Endpapers

Let me start with the short version: Endpapers: A Family Story of Books, War, Escape and Home is one of the best works of non-fiction I’ve read in a while.

Here’s the long version:

In 2017, former Sports Illustrated journalist Alexander Wolff  set out to explore his family’s German roots. The result is an extraordinary mixture of memoir, journalism, history and an up-close look at one family’s complicated relationship with Nazi Germany.
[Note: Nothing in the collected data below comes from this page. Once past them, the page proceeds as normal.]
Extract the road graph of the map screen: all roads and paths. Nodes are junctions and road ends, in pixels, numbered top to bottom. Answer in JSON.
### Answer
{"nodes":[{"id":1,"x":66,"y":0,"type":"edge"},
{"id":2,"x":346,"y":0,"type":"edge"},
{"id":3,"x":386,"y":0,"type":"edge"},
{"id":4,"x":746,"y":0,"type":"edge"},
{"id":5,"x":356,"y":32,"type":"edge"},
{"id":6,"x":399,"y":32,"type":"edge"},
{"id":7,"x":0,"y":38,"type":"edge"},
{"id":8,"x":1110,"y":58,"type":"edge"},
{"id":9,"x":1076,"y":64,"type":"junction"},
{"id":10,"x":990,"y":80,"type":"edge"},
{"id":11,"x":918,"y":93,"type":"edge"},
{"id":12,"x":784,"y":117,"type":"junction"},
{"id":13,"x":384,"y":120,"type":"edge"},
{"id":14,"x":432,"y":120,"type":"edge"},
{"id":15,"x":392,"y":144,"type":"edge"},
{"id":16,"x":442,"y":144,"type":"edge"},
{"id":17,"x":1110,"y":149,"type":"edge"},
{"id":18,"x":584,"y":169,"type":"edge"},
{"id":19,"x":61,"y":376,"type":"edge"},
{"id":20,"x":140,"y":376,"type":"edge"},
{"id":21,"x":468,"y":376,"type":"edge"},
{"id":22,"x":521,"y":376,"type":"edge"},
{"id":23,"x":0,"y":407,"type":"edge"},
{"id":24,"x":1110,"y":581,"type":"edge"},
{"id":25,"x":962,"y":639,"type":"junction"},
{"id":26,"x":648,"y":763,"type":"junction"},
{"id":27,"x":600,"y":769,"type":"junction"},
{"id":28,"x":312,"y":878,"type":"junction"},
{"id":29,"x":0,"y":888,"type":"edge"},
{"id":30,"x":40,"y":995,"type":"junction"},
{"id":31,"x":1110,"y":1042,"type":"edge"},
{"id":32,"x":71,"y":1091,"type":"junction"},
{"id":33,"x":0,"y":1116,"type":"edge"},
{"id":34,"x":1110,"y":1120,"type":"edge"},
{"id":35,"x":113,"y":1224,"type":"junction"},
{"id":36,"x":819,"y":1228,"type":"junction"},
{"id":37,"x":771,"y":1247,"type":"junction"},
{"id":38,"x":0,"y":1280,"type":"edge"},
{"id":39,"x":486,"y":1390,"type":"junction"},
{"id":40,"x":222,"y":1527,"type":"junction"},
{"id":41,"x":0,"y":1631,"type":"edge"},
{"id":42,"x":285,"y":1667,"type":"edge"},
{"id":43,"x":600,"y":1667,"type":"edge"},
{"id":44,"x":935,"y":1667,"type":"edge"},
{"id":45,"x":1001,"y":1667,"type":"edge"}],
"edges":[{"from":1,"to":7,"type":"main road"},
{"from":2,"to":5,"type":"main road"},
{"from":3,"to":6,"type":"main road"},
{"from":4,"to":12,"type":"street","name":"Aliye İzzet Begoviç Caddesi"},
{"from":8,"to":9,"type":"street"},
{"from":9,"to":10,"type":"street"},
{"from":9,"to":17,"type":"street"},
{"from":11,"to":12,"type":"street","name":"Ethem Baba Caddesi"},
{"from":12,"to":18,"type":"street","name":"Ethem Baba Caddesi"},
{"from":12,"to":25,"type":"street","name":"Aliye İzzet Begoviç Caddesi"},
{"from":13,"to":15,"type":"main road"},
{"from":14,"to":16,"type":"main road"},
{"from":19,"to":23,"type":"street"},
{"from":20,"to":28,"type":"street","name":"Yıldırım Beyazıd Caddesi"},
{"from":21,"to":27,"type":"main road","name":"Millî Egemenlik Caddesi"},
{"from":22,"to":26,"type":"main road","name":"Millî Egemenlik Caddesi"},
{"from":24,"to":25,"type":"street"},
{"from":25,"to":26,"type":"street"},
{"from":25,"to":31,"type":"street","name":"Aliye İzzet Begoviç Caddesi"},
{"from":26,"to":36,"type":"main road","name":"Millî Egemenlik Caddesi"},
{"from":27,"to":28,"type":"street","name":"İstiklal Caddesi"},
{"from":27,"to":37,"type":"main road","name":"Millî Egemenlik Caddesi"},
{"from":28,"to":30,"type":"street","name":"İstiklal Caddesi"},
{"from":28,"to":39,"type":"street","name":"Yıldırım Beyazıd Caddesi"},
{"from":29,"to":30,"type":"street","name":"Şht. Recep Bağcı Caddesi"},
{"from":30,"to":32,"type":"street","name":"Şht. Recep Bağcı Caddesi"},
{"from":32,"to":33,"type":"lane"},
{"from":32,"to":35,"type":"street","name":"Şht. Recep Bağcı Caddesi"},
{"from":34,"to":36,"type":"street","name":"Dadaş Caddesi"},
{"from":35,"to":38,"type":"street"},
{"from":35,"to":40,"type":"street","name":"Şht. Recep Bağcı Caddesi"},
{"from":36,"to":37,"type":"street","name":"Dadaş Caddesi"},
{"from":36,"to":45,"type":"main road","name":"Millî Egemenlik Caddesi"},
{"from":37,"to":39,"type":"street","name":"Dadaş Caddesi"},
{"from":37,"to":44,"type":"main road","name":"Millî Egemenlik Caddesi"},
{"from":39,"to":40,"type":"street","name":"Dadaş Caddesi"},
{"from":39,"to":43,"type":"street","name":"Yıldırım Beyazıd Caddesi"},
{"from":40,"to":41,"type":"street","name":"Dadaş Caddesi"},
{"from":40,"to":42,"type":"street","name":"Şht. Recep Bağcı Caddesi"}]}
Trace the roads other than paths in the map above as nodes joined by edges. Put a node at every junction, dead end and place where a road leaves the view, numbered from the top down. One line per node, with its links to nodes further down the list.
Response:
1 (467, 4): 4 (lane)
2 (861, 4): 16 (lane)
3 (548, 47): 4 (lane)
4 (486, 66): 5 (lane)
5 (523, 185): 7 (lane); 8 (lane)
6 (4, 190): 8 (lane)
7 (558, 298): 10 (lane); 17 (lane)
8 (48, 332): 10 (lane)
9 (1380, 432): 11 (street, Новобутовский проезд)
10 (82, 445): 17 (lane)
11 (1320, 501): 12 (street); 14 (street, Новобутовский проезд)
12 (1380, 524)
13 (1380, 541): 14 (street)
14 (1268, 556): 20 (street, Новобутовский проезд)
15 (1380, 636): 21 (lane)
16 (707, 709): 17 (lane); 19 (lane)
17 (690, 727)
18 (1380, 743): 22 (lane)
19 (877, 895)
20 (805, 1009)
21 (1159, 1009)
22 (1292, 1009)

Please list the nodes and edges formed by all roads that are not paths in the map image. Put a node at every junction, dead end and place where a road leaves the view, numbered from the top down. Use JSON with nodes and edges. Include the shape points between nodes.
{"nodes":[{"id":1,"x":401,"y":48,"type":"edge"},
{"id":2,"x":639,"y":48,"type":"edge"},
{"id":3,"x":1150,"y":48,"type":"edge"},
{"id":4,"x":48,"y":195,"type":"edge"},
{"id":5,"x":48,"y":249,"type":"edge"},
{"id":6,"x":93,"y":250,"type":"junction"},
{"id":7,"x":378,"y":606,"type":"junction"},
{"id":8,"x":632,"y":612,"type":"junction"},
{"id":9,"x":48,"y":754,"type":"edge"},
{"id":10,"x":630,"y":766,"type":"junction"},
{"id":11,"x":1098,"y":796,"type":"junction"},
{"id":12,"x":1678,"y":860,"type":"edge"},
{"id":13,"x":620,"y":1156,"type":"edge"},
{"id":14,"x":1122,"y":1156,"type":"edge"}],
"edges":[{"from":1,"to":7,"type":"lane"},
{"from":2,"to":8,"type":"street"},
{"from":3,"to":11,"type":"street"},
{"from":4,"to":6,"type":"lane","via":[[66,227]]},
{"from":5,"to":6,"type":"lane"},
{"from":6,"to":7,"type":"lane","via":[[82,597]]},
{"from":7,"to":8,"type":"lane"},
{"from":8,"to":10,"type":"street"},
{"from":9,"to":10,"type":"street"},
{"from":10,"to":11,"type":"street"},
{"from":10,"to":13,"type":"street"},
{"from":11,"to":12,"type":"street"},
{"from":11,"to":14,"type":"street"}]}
Two biographical narratives stand at the heart of Endpapers. Wolff’s grandfather, Kurt Wolff, was a leading publisher of contemporary literature in Germany, publishing authors whose works would later be burned by the Nazis. ( Think Kafka, Thomas Mann, Günter Grass.) In 1933, the day after the Reichstag fire, he fled Germany with his wife Helene and took refuge in the United States, where they founded a new, equally influential, publishing house, which served as gateway for introducing American audiences to major European authors in translation, including Boris Pasternak’s Doctor Zhivago.*  They left behind Kurt’s family from his first marriage, including Wolff’s father, Niko. Niko served in the German army, spent time in a POW camp and emigrated to America in 1948, with a little belated help from his father. He became a chemist with Dupont and assimilated to a degree Kurt never managed. But he never told his son about his wartime experience. And Wolff didn’t ask.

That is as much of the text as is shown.